> [WORK REQUIRED] Look through the entries below for the string "JÚLIA", and copy each line where it is found.
[[ INPUT DATA open ]]
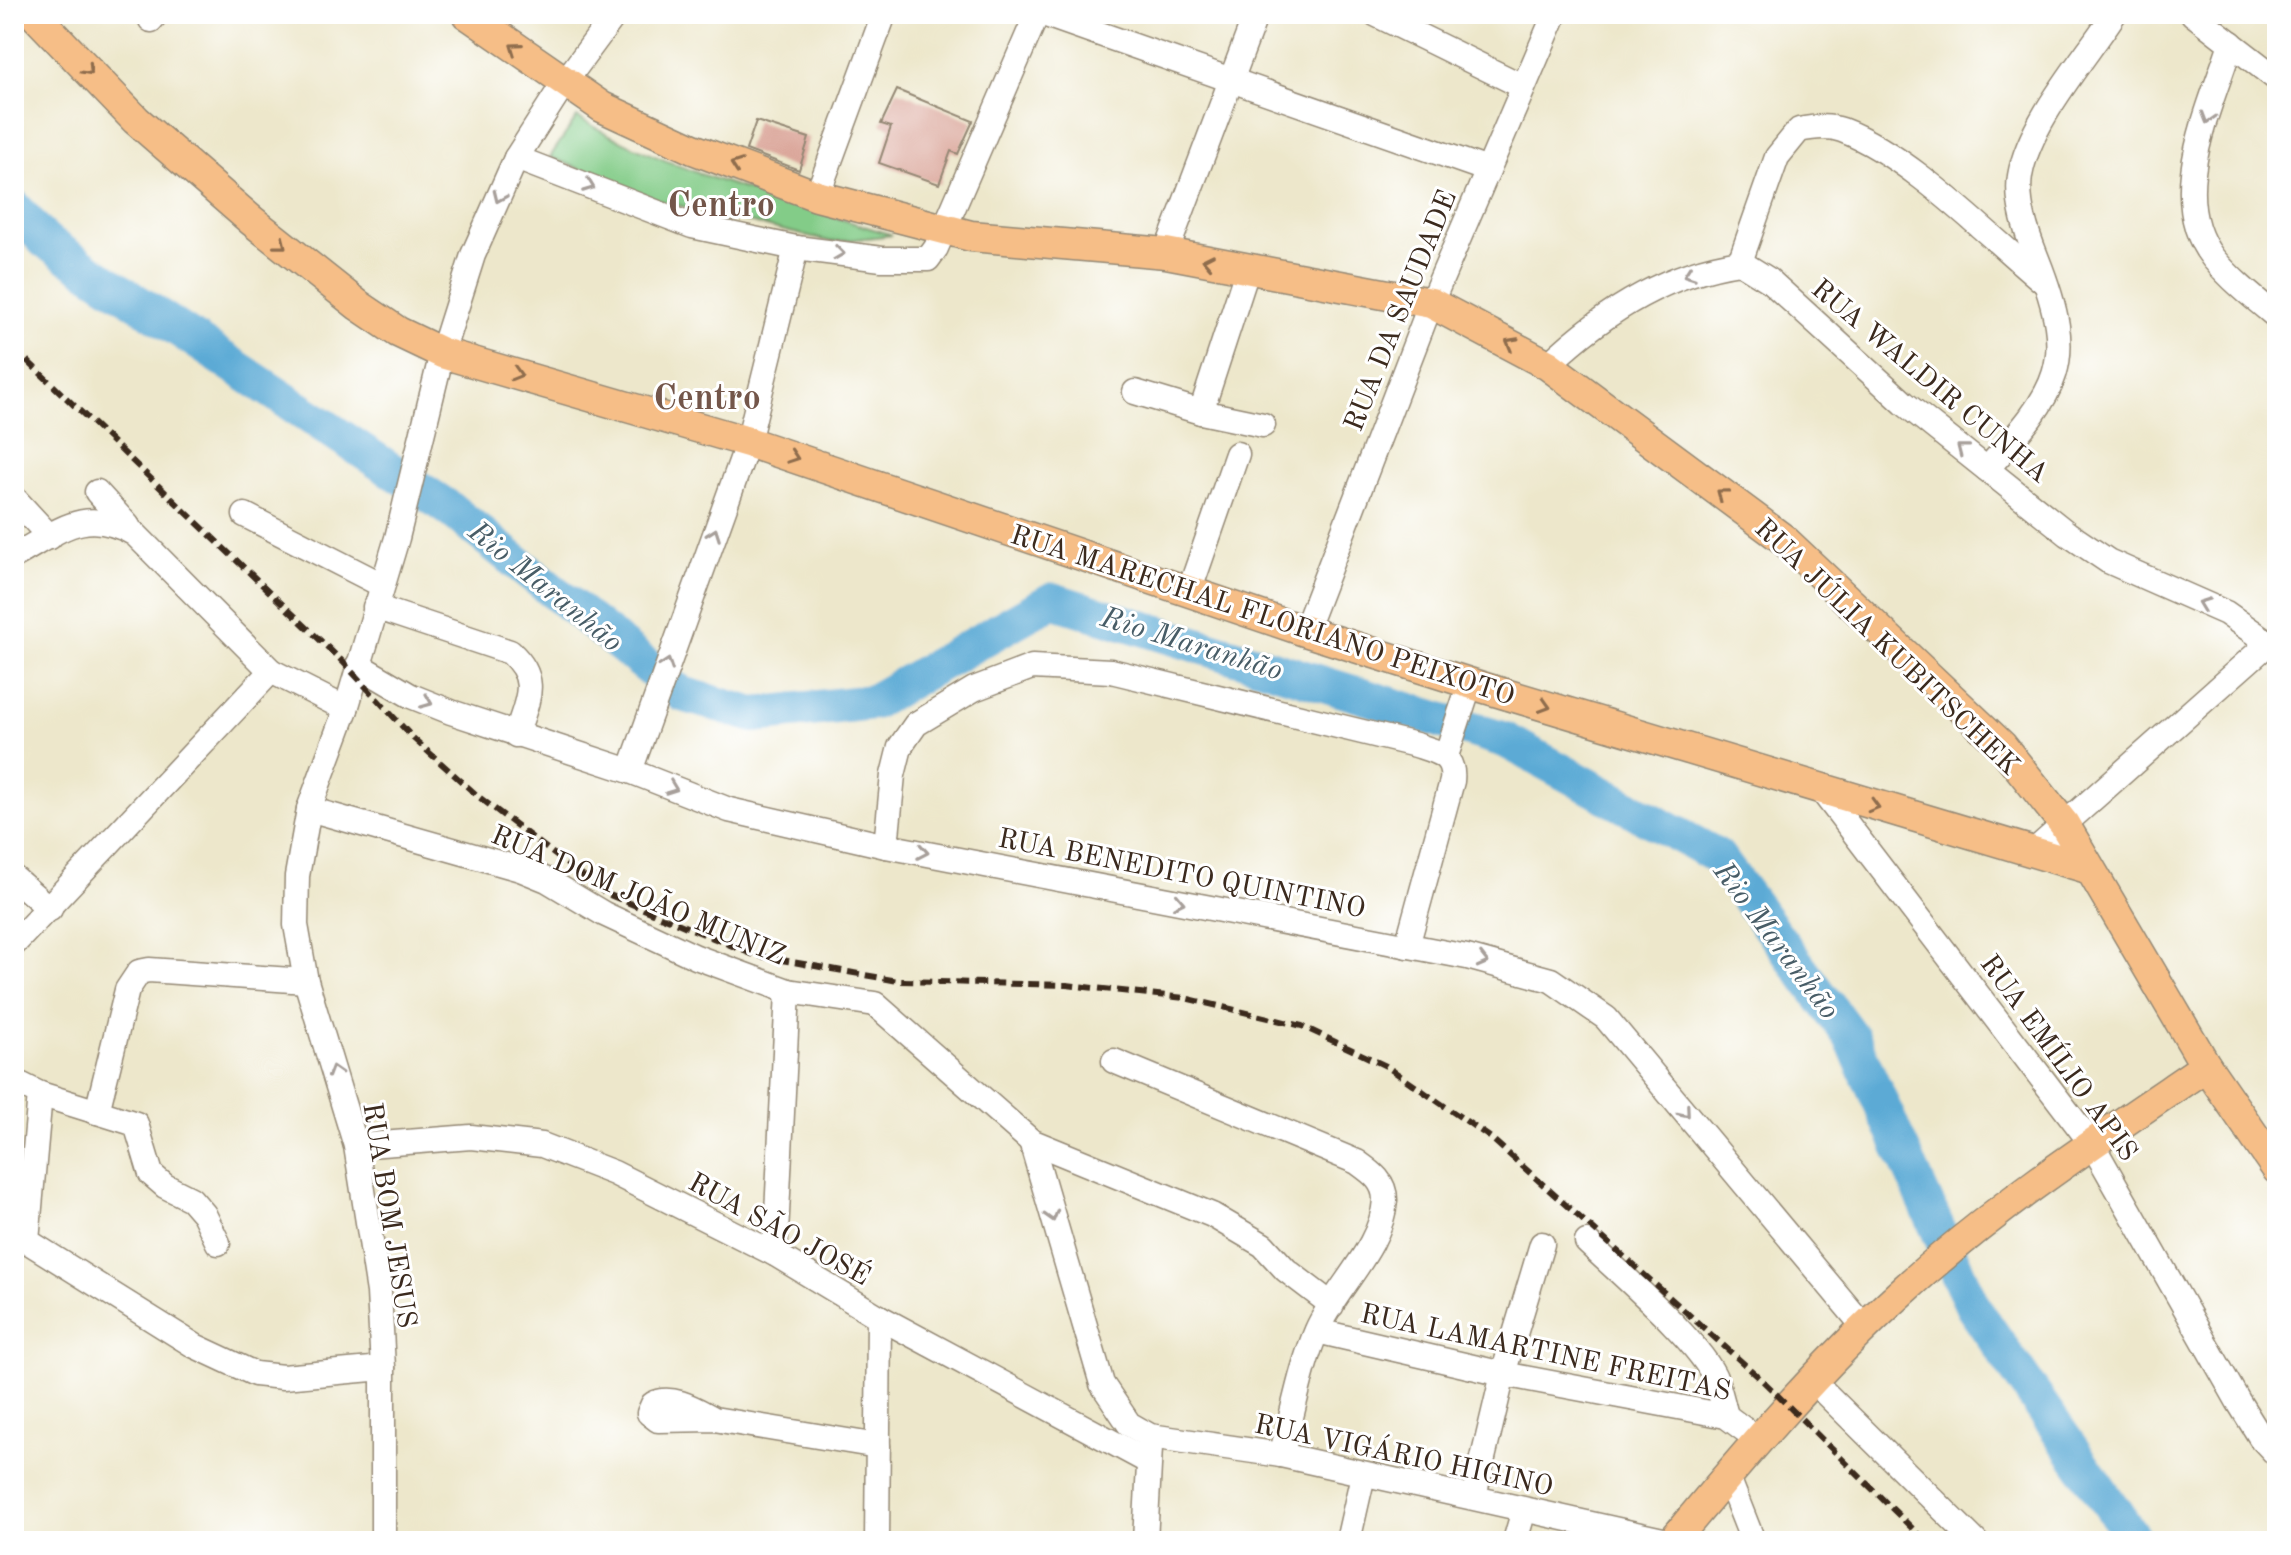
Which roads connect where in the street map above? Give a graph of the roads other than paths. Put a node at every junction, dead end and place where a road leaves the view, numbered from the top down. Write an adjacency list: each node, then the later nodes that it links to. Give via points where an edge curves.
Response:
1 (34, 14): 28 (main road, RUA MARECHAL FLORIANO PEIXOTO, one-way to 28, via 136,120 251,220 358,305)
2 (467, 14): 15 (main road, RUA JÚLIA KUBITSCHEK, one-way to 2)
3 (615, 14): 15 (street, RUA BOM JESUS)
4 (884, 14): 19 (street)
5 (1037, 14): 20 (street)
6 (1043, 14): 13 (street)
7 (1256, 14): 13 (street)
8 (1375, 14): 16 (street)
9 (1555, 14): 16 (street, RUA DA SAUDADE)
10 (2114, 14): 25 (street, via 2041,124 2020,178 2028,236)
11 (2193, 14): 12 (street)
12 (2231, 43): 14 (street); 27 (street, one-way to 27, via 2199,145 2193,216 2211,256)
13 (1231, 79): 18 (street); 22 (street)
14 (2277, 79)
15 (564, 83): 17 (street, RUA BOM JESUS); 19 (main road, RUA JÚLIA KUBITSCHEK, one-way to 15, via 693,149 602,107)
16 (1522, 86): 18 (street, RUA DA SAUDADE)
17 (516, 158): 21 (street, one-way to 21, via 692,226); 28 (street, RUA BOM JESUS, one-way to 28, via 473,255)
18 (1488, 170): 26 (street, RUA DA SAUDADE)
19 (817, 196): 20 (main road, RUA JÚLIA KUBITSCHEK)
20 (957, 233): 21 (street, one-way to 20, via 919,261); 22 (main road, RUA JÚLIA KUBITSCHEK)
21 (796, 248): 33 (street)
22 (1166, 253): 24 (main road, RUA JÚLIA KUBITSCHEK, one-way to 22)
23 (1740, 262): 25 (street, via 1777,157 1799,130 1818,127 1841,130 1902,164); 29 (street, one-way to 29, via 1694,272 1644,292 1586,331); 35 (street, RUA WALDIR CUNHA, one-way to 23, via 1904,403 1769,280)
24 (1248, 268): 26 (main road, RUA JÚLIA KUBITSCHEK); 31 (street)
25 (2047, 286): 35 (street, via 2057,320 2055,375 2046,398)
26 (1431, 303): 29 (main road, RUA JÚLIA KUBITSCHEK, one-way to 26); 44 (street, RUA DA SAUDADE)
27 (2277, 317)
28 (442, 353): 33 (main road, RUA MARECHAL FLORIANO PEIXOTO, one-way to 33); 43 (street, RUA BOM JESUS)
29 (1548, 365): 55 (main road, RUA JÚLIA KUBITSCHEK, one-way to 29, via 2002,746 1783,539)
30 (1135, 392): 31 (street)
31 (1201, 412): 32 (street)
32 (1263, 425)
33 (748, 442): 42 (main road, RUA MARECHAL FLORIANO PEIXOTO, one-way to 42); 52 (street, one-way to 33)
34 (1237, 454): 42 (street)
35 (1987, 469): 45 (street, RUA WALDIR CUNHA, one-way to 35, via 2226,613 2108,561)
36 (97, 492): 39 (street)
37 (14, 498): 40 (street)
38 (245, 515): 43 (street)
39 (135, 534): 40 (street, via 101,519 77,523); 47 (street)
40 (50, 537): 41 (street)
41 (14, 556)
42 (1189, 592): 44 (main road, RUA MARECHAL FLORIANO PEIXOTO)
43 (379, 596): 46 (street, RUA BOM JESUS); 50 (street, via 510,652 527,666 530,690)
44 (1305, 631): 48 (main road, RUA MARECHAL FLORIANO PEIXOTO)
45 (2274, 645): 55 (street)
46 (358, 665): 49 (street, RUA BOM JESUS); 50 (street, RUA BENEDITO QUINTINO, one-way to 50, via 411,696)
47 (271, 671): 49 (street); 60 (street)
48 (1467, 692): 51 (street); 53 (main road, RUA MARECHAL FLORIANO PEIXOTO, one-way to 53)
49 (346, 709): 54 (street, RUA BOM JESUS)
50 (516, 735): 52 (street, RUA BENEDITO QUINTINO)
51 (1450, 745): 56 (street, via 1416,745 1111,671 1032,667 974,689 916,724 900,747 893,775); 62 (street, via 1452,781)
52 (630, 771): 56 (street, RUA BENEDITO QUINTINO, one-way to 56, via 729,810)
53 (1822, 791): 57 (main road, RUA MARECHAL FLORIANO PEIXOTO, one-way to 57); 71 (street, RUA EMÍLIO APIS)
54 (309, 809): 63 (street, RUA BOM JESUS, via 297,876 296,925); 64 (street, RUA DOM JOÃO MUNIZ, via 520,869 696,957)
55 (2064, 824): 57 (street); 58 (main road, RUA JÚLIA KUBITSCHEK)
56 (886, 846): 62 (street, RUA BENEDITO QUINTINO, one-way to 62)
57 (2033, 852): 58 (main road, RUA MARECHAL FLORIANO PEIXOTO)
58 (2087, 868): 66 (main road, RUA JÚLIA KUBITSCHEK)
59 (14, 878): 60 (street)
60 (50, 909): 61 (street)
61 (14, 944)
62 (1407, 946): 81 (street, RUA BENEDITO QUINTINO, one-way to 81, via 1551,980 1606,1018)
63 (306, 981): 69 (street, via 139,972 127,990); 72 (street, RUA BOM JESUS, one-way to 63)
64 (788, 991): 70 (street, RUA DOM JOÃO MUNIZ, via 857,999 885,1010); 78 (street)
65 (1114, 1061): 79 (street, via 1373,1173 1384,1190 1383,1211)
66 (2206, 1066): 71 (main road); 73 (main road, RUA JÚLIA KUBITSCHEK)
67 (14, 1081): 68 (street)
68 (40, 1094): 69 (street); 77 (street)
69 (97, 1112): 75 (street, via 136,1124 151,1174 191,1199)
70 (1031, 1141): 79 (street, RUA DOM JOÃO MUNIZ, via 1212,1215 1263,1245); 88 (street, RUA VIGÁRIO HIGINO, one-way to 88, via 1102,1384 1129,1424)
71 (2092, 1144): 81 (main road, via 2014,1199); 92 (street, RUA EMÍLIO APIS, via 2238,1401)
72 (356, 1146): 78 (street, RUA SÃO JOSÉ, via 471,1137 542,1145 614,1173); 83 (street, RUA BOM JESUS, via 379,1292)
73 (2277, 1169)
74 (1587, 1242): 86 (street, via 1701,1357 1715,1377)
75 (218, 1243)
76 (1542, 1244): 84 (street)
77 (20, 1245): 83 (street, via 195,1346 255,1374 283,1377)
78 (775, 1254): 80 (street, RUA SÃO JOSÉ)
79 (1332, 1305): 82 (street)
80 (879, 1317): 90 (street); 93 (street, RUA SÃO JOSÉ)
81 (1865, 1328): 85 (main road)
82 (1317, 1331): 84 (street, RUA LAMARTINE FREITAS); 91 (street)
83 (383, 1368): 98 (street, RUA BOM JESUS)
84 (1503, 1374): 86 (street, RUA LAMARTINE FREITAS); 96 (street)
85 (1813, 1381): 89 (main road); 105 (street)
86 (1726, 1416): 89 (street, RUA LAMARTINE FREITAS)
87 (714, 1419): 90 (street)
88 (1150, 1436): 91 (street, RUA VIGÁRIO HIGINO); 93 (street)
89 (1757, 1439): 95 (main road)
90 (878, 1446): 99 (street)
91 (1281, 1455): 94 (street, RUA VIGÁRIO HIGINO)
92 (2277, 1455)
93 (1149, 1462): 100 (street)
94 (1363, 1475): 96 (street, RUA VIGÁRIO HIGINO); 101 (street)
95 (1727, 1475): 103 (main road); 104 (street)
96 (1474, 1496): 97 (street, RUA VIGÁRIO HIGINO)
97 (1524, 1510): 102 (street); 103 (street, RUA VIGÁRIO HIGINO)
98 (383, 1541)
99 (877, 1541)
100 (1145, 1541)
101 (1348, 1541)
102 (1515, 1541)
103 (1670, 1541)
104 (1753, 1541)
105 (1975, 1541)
[[ INPUT DATA closed ]]
> [EXPECTED OUTPUT]
2 (467, 14): 15 (main road, RUA JÚLIA KUBITSCHEK, one-way to 2)
15 (564, 83): 17 (street, RUA BOM JESUS); 19 (main road, RUA JÚLIA KUBITSCHEK, one-way to 15, via 693,149 602,107)
19 (817, 196): 20 (main road, RUA JÚLIA KUBITSCHEK)
20 (957, 233): 21 (street, one-way to 20, via 919,261); 22 (main road, RUA JÚLIA KUBITSCHEK)
22 (1166, 253): 24 (main road, RUA JÚLIA KUBITSCHEK, one-way to 22)
24 (1248, 268): 26 (main road, RUA JÚLIA KUBITSCHEK); 31 (street)
26 (1431, 303): 29 (main road, RUA JÚLIA KUBITSCHEK, one-way to 26); 44 (street, RUA DA SAUDADE)
29 (1548, 365): 55 (main road, RUA JÚLIA KUBITSCHEK, one-way to 29, via 2002,746 1783,539)
55 (2064, 824): 57 (street); 58 (main road, RUA JÚLIA KUBITSCHEK)
58 (2087, 868): 66 (main road, RUA JÚLIA KUBITSCHEK)
66 (2206, 1066): 71 (main road); 73 (main road, RUA JÚLIA KUBITSCHEK)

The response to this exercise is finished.